With a great deal of passion and emotion when I speak about this, I really do believe a police officer can be a very functional and advantageous person to have on any justice advisory committee. In fact, I might pause and change direction a little bit. In British Columbia, there are at least five judges who are former police officers. You can't tell that from seeing them work. It's impossible. It may surprise you, or it may not, that the judge in the Pickton case is a former police officer. So if police officers can rise to the level of becoming judges, why can't they rise to the level, even while they're working, of being members of a justice advisory committee?
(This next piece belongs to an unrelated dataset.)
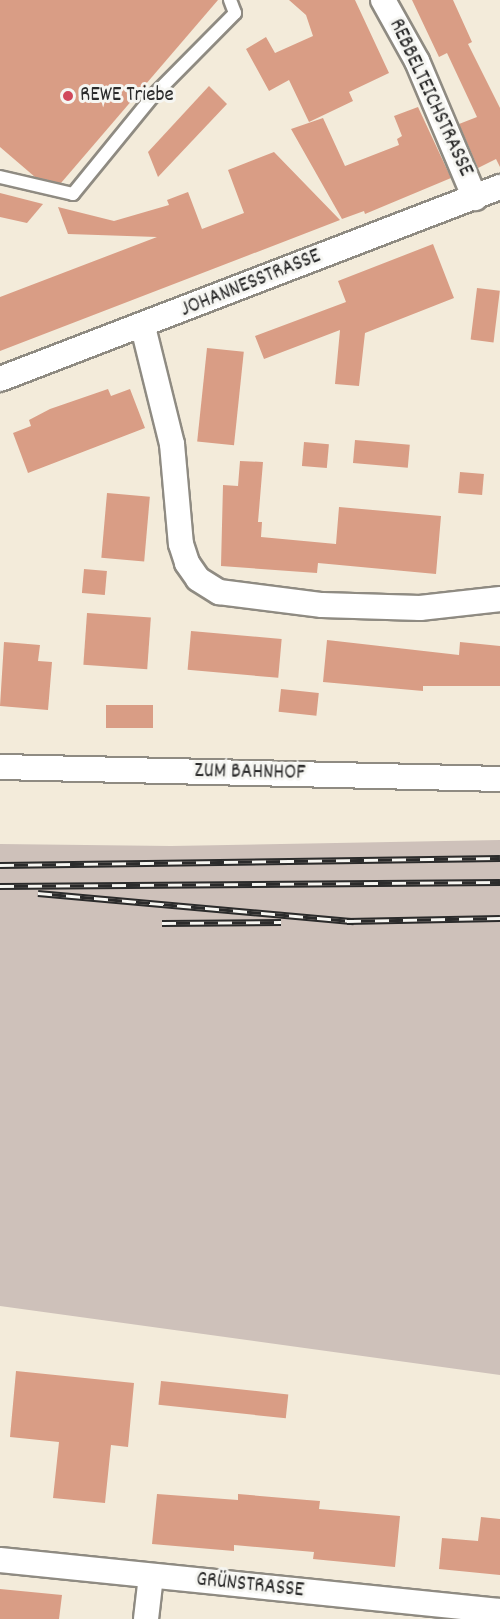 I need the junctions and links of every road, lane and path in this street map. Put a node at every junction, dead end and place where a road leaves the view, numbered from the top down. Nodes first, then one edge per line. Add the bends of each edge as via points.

I think it best that I stop at this point, other than to say just in a few moments that on Tuesday, March 6, I went to a high school in Vancouver, Eric Hamber Secondary School. I've spoken to many groups in the time since I retired and since I wrote a memoir; I've spoken on radio talk shows, on television on occasion, to women's groups and professional groups, and to high school students on occasion. These students were in a planning course, planning their future. I explained to them what peace, order, and good government is all about. I explained to them my view, which was that of a virtual black sheep among judges. I explained that sentencing, in my opinion, is not adequate. I won't go into that, though, because it's not the purpose of your deliberations when you ultimately make them, I suppose.
Those students understood what peace, order, and good government meant when I discussed the concept with them in simple terms. It is a constitutional issue that reflects on the judiciary, the judiciary being recognized as an institution and as a branch of government. As a branch of government, the judiciary has to recognize sooner or later that when we have rampant crime, as we do in the city I come from, it's time for it to do something to further the fact that we are losing the peace and order in our communities.
How does that bear on what you're going to do? When I go back to Vancouver, I'm going to tell them I was at this session, I'm going to explain to them what generally took place, and I'm going to tell them that what I did when I left the session was leave you with the essays written by each one of those students. They're reflections on columns that I've written that all deal with law and order, with the presence of the police, and with the importance of the police.
I'm going to suggest to you that the functioning of the judiciary and criminal justice is very important, and these young people recognize it. I said to them that it's too late for me to do anything for them. My generation dropped the ball, and things aren't in very good shape when they go out at night, when they leave their houses, when they go out about in public, in terms of whether or not they're going to be safe. I said that what they have to do in the next few years, when they're in their twenties and thirties, is think more about their country.
When you take the time, if you ever wish to, and examine what these students have said, I think you'll realize that they are out there and they do expect you people, as parliamentarians, to do something. If not, they are going to take their turn at it, and hopefully do better than you might be able to do.
Really, what you do is not for your own benefit, as politicians or as judges or anything else. It's for that next generation, and I do think the criminal justice system is very important to them.
That's all I have to say for the moment.